TO DO:
The response should contain only those lines of the entries below that include the string "paths".
-=-=-
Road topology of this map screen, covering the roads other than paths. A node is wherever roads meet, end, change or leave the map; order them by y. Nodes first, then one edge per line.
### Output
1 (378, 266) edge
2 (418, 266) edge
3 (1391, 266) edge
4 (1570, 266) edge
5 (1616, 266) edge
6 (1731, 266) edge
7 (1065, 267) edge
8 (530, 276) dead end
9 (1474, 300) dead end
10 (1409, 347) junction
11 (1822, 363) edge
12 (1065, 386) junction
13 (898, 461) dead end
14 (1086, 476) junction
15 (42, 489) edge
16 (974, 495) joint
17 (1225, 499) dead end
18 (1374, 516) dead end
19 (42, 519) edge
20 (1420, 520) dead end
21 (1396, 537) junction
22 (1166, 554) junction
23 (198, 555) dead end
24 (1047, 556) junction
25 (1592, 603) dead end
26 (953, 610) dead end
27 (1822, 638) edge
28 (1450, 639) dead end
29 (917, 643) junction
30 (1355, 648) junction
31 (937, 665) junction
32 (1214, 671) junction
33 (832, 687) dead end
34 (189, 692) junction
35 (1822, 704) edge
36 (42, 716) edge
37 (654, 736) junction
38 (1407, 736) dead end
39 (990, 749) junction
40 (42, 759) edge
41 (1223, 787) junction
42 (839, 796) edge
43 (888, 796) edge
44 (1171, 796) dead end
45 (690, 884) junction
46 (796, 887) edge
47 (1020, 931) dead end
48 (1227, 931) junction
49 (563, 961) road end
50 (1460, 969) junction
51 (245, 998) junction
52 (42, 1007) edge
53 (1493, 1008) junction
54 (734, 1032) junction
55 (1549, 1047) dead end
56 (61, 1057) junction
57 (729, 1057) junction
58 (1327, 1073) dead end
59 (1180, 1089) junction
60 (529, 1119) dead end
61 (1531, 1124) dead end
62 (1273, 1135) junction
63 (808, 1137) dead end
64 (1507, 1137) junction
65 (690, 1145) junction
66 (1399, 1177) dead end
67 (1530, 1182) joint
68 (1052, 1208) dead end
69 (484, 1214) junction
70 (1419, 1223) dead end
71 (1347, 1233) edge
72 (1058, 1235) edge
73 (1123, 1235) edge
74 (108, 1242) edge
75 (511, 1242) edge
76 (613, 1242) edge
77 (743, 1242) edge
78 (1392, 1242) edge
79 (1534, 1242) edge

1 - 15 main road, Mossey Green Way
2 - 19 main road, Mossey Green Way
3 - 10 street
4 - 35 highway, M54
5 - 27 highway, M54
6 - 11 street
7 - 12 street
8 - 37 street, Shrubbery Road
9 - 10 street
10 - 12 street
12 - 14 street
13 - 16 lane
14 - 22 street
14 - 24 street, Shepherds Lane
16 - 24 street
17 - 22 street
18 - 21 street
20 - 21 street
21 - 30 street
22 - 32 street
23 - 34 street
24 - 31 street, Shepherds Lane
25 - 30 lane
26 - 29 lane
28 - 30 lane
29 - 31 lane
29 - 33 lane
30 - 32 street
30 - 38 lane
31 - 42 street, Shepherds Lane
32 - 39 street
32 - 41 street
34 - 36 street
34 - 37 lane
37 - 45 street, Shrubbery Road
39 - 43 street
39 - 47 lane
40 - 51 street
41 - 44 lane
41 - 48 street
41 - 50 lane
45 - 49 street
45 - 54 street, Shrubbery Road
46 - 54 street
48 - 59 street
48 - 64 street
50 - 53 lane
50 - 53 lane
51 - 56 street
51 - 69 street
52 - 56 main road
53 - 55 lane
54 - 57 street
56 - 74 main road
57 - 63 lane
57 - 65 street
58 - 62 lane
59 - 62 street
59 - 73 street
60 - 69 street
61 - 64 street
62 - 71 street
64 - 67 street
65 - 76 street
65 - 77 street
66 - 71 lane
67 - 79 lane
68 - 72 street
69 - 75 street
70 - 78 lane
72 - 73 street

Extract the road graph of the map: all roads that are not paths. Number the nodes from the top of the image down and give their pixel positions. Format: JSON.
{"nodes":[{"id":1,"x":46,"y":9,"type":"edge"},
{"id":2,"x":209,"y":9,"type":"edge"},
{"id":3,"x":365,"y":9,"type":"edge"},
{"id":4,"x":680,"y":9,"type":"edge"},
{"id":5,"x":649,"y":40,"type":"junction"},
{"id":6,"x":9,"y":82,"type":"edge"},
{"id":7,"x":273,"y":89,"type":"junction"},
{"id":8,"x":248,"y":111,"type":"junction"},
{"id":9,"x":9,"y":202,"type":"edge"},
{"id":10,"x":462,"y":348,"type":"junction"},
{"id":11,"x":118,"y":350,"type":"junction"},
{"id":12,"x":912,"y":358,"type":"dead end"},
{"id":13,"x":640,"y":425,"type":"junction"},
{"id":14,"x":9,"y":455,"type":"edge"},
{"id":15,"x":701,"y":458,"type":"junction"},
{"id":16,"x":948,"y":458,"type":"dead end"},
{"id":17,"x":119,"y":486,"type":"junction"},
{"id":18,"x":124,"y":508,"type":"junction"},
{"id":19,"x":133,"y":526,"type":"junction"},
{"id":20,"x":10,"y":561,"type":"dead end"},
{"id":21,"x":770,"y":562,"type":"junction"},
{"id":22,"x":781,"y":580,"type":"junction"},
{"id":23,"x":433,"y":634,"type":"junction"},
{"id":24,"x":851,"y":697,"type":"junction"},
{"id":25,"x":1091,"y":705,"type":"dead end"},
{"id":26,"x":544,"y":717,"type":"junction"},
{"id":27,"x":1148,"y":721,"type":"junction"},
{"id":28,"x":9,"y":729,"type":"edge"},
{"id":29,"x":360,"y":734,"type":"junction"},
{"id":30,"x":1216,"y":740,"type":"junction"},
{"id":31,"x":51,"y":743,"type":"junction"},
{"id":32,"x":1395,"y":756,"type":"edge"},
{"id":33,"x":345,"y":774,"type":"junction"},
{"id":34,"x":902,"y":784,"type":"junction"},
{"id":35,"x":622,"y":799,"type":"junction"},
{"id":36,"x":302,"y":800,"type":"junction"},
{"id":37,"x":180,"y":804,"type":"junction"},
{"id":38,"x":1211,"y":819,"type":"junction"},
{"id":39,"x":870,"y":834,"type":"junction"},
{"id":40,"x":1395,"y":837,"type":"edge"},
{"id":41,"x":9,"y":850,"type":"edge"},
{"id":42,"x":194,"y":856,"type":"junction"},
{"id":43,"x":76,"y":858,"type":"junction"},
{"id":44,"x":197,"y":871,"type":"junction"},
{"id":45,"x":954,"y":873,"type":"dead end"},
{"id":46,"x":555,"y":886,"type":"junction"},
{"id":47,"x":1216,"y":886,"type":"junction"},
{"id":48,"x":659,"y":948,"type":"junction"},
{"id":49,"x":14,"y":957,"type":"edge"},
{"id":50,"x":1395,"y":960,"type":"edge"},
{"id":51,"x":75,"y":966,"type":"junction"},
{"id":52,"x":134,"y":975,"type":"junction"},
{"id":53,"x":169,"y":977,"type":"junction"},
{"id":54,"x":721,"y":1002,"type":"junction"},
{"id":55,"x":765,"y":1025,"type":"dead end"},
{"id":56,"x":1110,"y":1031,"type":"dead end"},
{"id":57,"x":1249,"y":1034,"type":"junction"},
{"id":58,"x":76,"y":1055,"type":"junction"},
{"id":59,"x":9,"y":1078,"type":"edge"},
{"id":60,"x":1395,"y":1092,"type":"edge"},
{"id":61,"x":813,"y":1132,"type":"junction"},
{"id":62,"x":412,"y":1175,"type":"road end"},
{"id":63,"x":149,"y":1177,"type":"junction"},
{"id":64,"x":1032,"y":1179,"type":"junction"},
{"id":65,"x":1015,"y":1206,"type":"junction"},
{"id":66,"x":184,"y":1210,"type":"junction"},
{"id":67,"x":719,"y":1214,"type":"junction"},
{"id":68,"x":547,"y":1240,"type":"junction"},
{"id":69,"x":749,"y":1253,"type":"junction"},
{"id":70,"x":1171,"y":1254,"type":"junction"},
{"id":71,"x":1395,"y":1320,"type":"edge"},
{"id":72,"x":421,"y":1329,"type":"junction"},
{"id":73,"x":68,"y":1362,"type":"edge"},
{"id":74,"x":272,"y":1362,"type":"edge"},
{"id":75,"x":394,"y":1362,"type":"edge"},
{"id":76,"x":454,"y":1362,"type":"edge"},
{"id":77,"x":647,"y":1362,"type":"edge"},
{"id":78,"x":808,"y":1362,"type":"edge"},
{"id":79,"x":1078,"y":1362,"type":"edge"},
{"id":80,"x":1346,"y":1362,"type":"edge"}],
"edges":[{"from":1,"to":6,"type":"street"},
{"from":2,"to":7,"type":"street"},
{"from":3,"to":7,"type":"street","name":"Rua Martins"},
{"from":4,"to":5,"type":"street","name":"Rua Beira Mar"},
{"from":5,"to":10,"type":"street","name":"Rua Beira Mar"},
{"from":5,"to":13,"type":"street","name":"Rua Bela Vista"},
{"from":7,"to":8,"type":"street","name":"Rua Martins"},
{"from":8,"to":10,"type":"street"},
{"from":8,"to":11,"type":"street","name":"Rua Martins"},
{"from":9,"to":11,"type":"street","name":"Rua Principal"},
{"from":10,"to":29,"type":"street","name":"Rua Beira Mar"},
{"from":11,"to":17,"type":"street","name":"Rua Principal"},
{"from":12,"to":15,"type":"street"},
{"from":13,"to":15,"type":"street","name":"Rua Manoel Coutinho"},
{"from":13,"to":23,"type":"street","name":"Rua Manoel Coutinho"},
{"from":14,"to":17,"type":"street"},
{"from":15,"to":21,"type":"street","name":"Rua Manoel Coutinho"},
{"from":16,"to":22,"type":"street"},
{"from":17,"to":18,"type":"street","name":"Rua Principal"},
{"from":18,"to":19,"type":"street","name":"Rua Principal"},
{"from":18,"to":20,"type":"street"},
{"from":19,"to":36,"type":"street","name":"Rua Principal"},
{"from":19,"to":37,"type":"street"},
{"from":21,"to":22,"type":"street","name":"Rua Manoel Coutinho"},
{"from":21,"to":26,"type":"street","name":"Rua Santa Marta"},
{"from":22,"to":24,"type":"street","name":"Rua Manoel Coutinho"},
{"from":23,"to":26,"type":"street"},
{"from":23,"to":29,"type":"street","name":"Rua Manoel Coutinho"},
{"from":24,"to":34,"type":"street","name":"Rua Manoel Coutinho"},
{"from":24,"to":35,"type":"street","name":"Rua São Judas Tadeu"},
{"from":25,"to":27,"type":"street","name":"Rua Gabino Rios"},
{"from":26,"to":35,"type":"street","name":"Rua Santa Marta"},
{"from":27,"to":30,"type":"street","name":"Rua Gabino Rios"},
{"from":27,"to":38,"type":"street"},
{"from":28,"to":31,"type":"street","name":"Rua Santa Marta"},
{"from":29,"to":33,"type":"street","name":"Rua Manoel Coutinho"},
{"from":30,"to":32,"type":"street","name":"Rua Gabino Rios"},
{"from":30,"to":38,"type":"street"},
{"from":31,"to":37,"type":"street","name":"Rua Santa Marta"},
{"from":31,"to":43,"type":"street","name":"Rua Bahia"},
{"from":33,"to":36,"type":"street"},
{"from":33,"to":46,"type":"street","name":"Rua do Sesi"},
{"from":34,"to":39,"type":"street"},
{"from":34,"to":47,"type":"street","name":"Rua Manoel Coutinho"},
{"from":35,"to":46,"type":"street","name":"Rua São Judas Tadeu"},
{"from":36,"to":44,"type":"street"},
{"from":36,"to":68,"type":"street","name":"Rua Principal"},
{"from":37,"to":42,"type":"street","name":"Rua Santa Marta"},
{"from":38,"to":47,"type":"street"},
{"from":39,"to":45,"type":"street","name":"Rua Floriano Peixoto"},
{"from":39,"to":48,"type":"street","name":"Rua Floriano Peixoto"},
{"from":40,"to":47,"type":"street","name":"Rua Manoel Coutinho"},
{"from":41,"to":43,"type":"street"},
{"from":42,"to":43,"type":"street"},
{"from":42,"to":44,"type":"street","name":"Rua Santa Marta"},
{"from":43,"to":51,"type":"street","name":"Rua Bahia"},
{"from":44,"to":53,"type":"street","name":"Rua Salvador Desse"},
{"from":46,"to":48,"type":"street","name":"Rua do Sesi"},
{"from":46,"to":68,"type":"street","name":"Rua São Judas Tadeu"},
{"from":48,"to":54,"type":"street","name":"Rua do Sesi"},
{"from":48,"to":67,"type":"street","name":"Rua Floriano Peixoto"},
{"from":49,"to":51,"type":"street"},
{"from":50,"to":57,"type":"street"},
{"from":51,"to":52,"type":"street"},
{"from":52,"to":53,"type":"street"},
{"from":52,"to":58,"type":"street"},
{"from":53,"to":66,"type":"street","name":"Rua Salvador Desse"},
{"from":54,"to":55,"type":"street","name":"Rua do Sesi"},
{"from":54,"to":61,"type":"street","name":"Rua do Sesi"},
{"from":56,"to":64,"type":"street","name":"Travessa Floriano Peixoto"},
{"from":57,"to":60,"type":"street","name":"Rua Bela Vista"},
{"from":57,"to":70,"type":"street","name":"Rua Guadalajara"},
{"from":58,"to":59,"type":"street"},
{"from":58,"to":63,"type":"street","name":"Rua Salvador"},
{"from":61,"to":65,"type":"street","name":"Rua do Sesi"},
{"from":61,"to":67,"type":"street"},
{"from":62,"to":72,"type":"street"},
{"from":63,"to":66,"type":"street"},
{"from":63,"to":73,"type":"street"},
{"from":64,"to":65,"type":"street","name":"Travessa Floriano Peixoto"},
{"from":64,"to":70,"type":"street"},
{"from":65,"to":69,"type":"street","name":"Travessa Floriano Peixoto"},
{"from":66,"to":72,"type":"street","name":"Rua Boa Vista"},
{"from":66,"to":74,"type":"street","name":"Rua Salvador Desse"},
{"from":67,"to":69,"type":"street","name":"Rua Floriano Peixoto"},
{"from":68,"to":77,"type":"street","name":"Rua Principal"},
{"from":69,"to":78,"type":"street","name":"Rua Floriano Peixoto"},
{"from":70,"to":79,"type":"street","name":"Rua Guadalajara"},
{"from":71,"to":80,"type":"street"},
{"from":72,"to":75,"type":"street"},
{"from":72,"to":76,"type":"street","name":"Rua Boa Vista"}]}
-=-=-
EXERCISE RESULT:
Road topology of this map screen, covering the roads other than paths. A node is wherever roads meet, end, change or leave the map; order them by y. Nodes first, then one edge per line.
Extract the road graph of the map: all roads that are not paths. Number the nodes from the top of the image down and give their pixel positions. Format: JSON.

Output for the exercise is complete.